I assume you know about scribing pieces, right? I always scribe pieces I part so when I reassemble I can realign correctly using my scribed mark as the reference.
I'd cut shaft at bottom myself, so I can slide it through bearings/ bushings. If you cut it anywhere else you'll not be able to reinstall it again. The weld, or collar if you decide to sleeve it will stop you.
Also I have no problem altering postion/ placement of column support bracket to suit my needs. Harness is inside mast jacket anyway, right?. So what does it matter?.[none!]

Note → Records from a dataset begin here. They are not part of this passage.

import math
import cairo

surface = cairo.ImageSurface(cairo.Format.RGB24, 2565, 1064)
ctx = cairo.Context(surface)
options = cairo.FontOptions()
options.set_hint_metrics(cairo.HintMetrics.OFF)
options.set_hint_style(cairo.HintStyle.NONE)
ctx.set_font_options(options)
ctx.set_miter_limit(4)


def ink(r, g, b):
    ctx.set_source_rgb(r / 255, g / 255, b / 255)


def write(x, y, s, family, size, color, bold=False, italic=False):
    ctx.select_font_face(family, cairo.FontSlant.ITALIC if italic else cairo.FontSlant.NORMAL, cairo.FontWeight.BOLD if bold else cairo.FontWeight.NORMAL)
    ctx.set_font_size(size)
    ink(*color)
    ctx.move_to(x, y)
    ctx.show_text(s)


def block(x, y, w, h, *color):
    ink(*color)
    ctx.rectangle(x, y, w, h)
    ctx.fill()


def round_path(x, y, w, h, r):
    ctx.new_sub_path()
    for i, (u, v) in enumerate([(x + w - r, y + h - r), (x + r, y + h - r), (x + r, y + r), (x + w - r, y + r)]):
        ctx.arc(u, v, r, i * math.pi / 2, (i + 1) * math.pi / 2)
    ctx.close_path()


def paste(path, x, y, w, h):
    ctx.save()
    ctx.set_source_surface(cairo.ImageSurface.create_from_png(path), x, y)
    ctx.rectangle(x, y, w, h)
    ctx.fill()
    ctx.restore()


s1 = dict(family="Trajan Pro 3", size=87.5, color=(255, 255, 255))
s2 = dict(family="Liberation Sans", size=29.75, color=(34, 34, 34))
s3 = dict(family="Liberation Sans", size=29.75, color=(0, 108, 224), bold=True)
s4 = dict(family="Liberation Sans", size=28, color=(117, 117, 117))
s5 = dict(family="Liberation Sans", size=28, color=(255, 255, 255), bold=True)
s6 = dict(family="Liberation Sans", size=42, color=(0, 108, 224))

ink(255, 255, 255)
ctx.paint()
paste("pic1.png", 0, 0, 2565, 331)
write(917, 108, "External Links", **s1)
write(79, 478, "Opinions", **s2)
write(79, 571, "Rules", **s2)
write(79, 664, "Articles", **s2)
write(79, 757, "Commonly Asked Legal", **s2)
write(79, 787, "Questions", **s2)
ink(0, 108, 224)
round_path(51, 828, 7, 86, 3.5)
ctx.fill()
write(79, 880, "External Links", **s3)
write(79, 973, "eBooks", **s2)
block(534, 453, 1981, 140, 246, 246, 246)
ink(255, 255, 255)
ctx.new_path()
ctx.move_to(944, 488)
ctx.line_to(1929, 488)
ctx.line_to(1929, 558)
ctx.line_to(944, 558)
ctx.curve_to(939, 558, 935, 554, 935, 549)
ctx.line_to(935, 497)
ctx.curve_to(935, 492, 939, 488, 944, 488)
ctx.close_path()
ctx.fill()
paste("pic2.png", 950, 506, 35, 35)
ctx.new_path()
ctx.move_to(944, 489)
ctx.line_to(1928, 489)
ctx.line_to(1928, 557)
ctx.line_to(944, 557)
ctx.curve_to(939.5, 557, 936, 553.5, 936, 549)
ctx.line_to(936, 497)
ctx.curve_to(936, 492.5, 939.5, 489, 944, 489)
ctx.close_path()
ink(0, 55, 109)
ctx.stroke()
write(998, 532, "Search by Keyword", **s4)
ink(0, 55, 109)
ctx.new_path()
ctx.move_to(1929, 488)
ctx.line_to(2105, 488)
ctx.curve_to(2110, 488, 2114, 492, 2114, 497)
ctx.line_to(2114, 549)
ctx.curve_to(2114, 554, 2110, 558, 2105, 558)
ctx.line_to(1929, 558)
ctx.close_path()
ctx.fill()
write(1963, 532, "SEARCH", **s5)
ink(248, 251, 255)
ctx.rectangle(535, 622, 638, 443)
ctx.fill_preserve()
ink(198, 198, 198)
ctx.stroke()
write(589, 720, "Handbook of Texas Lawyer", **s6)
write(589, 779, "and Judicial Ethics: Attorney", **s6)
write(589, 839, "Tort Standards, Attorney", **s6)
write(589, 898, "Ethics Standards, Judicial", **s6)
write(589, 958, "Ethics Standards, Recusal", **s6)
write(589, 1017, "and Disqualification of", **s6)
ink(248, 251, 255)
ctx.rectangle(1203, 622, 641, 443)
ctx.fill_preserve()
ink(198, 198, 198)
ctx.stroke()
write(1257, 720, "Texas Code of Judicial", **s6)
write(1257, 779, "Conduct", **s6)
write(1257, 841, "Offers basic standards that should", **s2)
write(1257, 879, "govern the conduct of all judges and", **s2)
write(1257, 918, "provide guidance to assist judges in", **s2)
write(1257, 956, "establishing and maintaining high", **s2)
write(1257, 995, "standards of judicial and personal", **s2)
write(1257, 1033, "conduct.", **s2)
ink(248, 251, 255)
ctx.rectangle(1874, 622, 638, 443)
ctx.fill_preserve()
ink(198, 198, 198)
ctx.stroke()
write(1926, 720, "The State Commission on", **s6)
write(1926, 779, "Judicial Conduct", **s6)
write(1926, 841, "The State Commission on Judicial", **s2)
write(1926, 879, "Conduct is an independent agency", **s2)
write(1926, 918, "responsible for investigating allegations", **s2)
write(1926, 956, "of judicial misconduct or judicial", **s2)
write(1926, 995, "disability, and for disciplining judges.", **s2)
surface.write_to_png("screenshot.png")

What matters is wheel spline to turn signal mtg plate distance. if that relative distance changes you could have cancel or bind up problems later. That's why I'd cut bottoms of shaft & mid point of jacket without hesitation, after I was sure I had "layout right" for bottom mast bearing/ bushing. Another thing, since I want to get adjustable bottom mast bearing, I'd part my mast jacket in middle someplace so it ends up inside, under my dash where cut/ splice won't be seen, then collar my splice with "fall" from cut out, huh?.
If/ since yours is adjustable version, which 73 should be, close is good enough because it adjusts. . . . .
Oh Yeah, I'd stick with MIG or TIG re-weld to avoid corrupting sturctural integrity, like is so easy to do with stick or "Buzz Box".
But if you have the Equipment & ability, yeah sure do it.
Just my "chimes" on the matter, Jason.